The ruble dropped 3.5% after Prime Minister Putin's comments. Soon we will see the movie adaptation of the play Frost/Nixon, so maybe I am a little more attuned to the challenges of being the astute interviewer face-to-face with a powerful person in a powerful emerging market country. She did well to discover his favourite "guilty pleasure" is ice cream, ever since Prime Minister Putin was a kid. Lots of it, apparently, but no mention of Ben & Jerry's. So if I ever meet him in person, we have at least one thing in common! Of all the river of Davos reporting, I enjoyed the note in Business Times in South Africa by WEF Young Global Leader, Leslie Maasdorp, vice chair of Barclays Capital and ABSA Capital, who spoke on the impact of the global financial crisis on Africa. His comments on the importance of a multi-polar world was expected, and he makes the good point that no new architecture or scope has been sharply defined for a "new world order". January 2009 is the worst ever January on record for the Dow, and the "January barometer" [if January is down, the year is down] suggests this year will be pear-shaped. Financials are down 25% in the US for the year [that's just January, folks!]. While many may wish for a "fairer economy" just keeping economies going may overwhelm all other priorities. Questions about the limits of corporate governance still lurk, including this morning's FTfm. Investment News overstates the US paradigm, "Investing according to strict environmental, social and governance principles is fast gaining acceptance among U.S. investors" BUT the positive trend maps our experience and forecasts.



Who Cares Wins Signs Off

Most useful for sustainable finance was the 2008 report summarizing the work of "Who Cares Wins", which unfortunately we could not contribute to because of prior commitments. The series of WCW papers since 2004 funded by the IFC, the
Swiss Federal Department of Foreign Affairs and hooked to the UN Global Compact, have been useful in raising the profile of sustainability. Some papers have been better than others but the wrapping of the WCW project with an explicit conclusion is excellent project management, and good governance in this sector. On the eve of Davos fellow ESG consulting shop OnValues, based in Zurich, published the report as "a significant component of the Initiative's sponsors' media strategy during and following the WEF Annual Meeting 2009 in Davos this week." See the IFC PR.
Though the current turbulence in financial markets may tempt investors and companies to think of ESG issues as ‘tomorrow’s problem’, we believe that urgent and wholehearted action is warranted not in spite of, but precisely because of the market dynamics observed in the past months. ESG integration is about investors and companies taking a longer-term view, acknowledging the full spectrum of future risks and opportunities, and allocating capital as if they themselves were the beneficial owner.
The concluding paper offered some useful thinking for work in Africa and other emerging markets regions. The authors posit that in order to improve ESG integration in emerging markets investment, which was a special focus area of the WCW Initiative based on the direction of the IFC which has an EM ESG team [see IFC EM ESG projects] in Washington DC, four recommendations are important:
  1. Include ESG issues in regular company meetings and engagement activities
  2. Perform a systematic review of the ESG exposure of investments in emerging markets
  3. Consider collaborating with other investors in requiring minimum ESG disclosure standards from local legislators and exchanges
  4. Consider the potential for small allocations to frontier markets not only to deliver attractive returns but also to establish basic investability conditions (such as custody, efficient settlement services, etc.) and management awareness of material ESG issues.

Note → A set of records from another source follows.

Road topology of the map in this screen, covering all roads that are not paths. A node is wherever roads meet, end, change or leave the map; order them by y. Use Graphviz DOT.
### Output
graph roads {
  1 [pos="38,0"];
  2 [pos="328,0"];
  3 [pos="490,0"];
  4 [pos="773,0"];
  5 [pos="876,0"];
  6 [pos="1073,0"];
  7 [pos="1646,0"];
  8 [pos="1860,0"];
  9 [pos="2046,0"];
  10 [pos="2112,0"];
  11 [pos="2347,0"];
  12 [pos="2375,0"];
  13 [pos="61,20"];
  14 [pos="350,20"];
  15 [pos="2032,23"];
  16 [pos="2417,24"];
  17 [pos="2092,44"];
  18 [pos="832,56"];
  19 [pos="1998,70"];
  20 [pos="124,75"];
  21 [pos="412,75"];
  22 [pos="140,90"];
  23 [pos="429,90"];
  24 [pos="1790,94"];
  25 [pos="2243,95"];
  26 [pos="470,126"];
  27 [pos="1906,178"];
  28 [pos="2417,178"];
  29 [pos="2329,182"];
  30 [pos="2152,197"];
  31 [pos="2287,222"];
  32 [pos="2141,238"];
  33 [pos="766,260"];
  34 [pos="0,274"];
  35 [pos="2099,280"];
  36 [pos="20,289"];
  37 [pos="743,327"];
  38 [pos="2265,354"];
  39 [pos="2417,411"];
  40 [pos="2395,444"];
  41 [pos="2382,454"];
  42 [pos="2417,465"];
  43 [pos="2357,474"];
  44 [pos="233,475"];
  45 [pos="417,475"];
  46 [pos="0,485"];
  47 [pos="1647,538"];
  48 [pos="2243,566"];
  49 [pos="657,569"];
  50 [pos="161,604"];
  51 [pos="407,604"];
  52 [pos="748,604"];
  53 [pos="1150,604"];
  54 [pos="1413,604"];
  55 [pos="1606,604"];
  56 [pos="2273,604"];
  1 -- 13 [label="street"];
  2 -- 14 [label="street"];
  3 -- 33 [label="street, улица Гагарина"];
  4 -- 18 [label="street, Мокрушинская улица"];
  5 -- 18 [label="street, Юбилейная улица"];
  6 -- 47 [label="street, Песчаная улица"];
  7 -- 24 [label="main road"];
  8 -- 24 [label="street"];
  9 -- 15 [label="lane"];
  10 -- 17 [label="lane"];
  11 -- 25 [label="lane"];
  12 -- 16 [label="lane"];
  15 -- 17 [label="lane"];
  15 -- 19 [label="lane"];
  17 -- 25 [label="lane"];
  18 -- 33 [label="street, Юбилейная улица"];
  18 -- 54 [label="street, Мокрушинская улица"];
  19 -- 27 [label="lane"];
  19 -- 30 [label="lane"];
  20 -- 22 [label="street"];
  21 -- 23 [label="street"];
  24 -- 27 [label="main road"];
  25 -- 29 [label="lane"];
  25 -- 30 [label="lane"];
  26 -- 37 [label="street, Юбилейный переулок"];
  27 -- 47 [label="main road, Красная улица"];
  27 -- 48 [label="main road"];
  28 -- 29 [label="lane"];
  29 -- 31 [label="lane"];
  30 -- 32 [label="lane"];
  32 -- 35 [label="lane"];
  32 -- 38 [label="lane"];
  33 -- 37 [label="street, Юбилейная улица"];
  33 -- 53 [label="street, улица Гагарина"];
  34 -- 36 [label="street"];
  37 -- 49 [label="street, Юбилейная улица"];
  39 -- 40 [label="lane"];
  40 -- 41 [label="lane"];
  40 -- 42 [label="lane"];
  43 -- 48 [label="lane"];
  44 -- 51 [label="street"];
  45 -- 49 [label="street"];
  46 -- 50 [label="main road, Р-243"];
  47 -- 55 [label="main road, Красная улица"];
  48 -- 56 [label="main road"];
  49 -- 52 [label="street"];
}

In discussions through February I hope for some reaction from colleagues in EM in the sustainability + investment space to the request for better information. There is much to reflect upon. Moving changes in institutional investment are reflected by Société Générale and Crédit Agricole merging their asset management businesses to form Europe’s fourth largest operator with EUR638bn [USD837bn] under management. CA Cheuvreux had some solid ESG research [see 22/12/2008 The Green Road Out of Red], as did SocGen. One hopes their research capabilities are strengthened, not seen as overhead to cut.
The consortium of funders behind WCW reflects the costs involved in some of these initiatives, especially where they are global. WCW was more useful because it tapped into thinking on emerging markets [EM] although mainly from the perspective of investors into EM from Zurich, London or Paris than actual investors in EM. A good exception was having Investec's Hendrik du Toit covering frontier markets at the July 2007 event in Geneva at the Credit Suisse private bank, Rue de Lausanne 17. All these projects must be funded, in cash or in-kind. One often forgets that the multitude of organizations and initiatives around the world are competing for influence, for money to support their efforts, and private and public sector institutions to collaborate with them. It is competitive. But it is also much harder to figure out on a consistent basis which organizations are achieving what. There is no "marketplace" or "stock exchange" valuing the work of international organizations and NGOs.



Pay for Performance

Scoreboards may be tough to read. Scores change in seconds, like market prices. We struggled to watch from 1am central African time [CAT] this morning
the biggest one day sports event in the world, the NFL Superbowl in the US. A great game, but none of the famous Superbowl TV adverts. Wrong zone. Markets are like sports fans in that they like clarity, like knowing which is the champion. The increase in fantasy leagues, the recruiting of traders using poker games, and HSBC sponsoring the Lions rugby tour to South Africa in 2009, are just some of the examples of the metaphor and parallels. Boston-based online paper CSMonitor had a good item connecting pay-for-performance of businessmen and the NFL athletes, many of whom are superbly overpaid. All market players are not rational however: all the money in the world could not buy superstar Brazilian footballer Kaka from Intern Milan to Manchester City [GBP107m, USD147m - yes, million!]. The efficient market hypothesisticans must have been spinning...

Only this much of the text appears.